**To do**: Your answer must be an exact copy of every record.

**Dataset entries**:
--------------------------------

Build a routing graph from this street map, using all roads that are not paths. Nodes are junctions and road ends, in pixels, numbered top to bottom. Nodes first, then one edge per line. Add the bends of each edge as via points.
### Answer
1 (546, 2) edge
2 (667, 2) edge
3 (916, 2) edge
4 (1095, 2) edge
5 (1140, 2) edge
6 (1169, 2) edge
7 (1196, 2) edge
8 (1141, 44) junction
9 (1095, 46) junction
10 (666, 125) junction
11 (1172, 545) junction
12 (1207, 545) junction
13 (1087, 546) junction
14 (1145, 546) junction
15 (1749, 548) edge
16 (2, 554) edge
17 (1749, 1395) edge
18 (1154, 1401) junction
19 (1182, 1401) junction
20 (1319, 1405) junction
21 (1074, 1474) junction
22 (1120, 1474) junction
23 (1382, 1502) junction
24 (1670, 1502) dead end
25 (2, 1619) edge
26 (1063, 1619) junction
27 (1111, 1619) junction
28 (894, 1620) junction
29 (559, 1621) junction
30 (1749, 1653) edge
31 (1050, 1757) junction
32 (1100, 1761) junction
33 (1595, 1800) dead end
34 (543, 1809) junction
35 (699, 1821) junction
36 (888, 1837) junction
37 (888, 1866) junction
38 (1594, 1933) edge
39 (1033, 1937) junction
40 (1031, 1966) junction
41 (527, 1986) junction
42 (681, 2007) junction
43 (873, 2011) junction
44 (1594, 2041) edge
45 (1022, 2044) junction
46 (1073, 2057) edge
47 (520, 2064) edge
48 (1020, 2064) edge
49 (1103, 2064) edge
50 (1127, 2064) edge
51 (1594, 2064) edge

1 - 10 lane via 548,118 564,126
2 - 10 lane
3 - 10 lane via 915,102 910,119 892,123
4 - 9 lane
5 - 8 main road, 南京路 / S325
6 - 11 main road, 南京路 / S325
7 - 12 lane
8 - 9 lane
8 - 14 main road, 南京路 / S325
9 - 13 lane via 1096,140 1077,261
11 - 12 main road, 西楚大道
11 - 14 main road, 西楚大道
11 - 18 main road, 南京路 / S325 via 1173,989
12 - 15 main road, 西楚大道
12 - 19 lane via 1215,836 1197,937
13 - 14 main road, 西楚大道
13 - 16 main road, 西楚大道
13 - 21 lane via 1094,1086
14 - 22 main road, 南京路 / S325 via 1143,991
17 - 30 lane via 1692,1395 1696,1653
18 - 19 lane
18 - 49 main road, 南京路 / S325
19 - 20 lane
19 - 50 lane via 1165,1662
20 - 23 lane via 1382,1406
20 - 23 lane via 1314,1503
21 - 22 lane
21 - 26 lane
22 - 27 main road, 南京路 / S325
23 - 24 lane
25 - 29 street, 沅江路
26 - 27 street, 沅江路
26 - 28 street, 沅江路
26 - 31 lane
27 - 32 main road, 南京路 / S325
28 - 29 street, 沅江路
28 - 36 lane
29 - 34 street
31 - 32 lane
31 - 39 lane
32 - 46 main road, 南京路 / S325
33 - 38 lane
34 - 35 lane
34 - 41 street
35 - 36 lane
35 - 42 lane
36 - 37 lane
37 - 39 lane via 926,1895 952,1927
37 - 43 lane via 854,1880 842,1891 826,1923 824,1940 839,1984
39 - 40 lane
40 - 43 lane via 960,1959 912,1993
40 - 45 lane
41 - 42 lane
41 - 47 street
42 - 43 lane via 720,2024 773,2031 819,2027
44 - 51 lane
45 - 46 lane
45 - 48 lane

--------------------------------

**Task result**:
Build a routing graph from this street map, using all roads that are not paths. Nodes are junctions and road ends, in pixels, numbered top to bottom. Nodes first, then one edge per line. Add the bends of each edge as via points.
### Answer
1 (546, 2) edge
2 (667, 2) edge
3 (916, 2) edge
4 (1095, 2) edge
5 (1140, 2) edge
6 (1169, 2) edge
7 (1196, 2) edge
8 (1141, 44) junction
9 (1095, 46) junction
10 (666, 125) junction
11 (1172, 545) junction
12 (1207, 545) junction
13 (1087, 546) junction
14 (1145, 546) junction
15 (1749, 548) edge
16 (2, 554) edge
17 (1749, 1395) edge
18 (1154, 1401) junction
19 (1182, 1401) junction
20 (1319, 1405) junction
21 (1074, 1474) junction
22 (1120, 1474) junction
23 (1382, 1502) junction
24 (1670, 1502) dead end
25 (2, 1619) edge
26 (1063, 1619) junction
27 (1111, 1619) junction
28 (894, 1620) junction
29 (559, 1621) junction
30 (1749, 1653) edge
31 (1050, 1757) junction
32 (1100, 1761) junction
33 (1595, 1800) dead end
34 (543, 1809) junction
35 (699, 1821) junction
36 (888, 1837) junction
37 (888, 1866) junction
38 (1594, 1933) edge
39 (1033, 1937) junction
40 (1031, 1966) junction
41 (527, 1986) junction
42 (681, 2007) junction
43 (873, 2011) junction
44 (1594, 2041) edge
45 (1022, 2044) junction
46 (1073, 2057) edge
47 (520, 2064) edge
48 (1020, 2064) edge
49 (1103, 2064) edge
50 (1127, 2064) edge
51 (1594, 2064) edge

1 - 10 lane via 548,118 564,126
2 - 10 lane
3 - 10 lane via 915,102 910,119 892,123
4 - 9 lane
5 - 8 main road, 南京路 / S325
6 - 11 main road, 南京路 / S325
7 - 12 lane
8 - 9 lane
8 - 14 main road, 南京路 / S325
9 - 13 lane via 1096,140 1077,261
11 - 12 main road, 西楚大道
11 - 14 main road, 西楚大道
11 - 18 main road, 南京路 / S325 via 1173,989
12 - 15 main road, 西楚大道
12 - 19 lane via 1215,836 1197,937
13 - 14 main road, 西楚大道
13 - 16 main road, 西楚大道
13 - 21 lane via 1094,1086
14 - 22 main road, 南京路 / S325 via 1143,991
17 - 30 lane via 1692,1395 1696,1653
18 - 19 lane
18 - 49 main road, 南京路 / S325
19 - 20 lane
19 - 50 lane via 1165,1662
20 - 23 lane via 1382,1406
20 - 23 lane via 1314,1503
21 - 22 lane
21 - 26 lane
22 - 27 main road, 南京路 / S325
23 - 24 lane
25 - 29 street, 沅江路
26 - 27 street, 沅江路
26 - 28 street, 沅江路
26 - 31 lane
27 - 32 main road, 南京路 / S325
28 - 29 street, 沅江路
28 - 36 lane
29 - 34 street
31 - 32 lane
31 - 39 lane
32 - 46 main road, 南京路 / S325
33 - 38 lane
34 - 35 lane
34 - 41 street
35 - 36 lane
35 - 42 lane
36 - 37 lane
37 - 39 lane via 926,1895 952,1927
37 - 43 lane via 854,1880 842,1891 826,1923 824,1940 839,1984
39 - 40 lane
40 - 43 lane via 960,1959 912,1993
40 - 45 lane
41 - 42 lane
41 - 47 street
42 - 43 lane via 720,2024 773,2031 819,2027
44 - 51 lane
45 - 46 lane
45 - 48 lane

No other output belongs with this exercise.